LOGINJamie had stopped counting the days. Time had no meaning in the mansion—only the oppressive certainty that someone was always watching. Even in the moments when the corridors seemed empty, he could feel eyes tracking him, and his body tensed reflexively at every creak of the floorboards.
Sleep was a stranger. When he did drift off, it was into dreams that felt like rehearsals for the horrors he’d already lived. He saw Lucas drowning over and over. He saw Greg’s pleading eyes. He saw Matteo’s gaze, calculating, cold, like a weight pressing directly on his chest.
By the fifth day, Jamie had stopped asking about Lucas. Instead, he whispered his name into the dark, imagining his friend hearing him through walls and cameras and locked doors. “Lucas… I’m still here. I’m still—” He stopped himself. The word alive felt dangerous to speak.
Then, on the sixth night, a shadow moved outside his room. Small. Human. Careful.
“Jamie?” a voice whispered.
He froze. Heart racing. That voice… the cadence, the warmth… it was familiar.
“Lucas?” he breathed.
The shadow shifted. Footsteps paused. A soft cough, then a rustle. “It’s me.
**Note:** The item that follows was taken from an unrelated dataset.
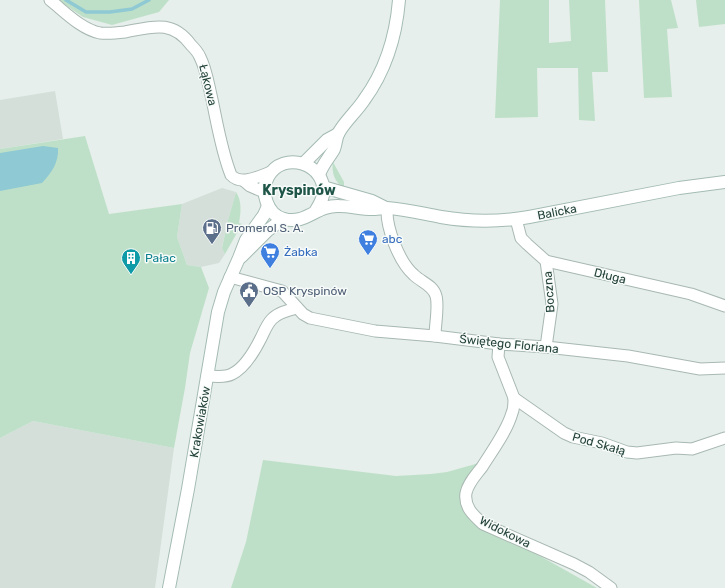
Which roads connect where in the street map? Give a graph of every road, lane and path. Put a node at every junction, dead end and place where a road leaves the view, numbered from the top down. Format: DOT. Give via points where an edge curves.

I—I don’t know if you can hear me, but I need to know you’re okay.”
Jamie pressed himself to the wall, eyes wide. “I’m… I’m fine,” he whispered back, voice shaking. “Are you okay?”
“I’m… confused,” Lucas admitted. “They told me… things about you. I don’t know what’s real anymore.”
Jamie’s stomach clenched. “Don’t believe them. I’m not… I’m not crazy.”
There was a pause. Then Lucas’s voice, determined now, barely audible. “I know. I can feel it. Just… hang on. I’m going to figure this out. I promise. Its like I'm losing my mind out here.”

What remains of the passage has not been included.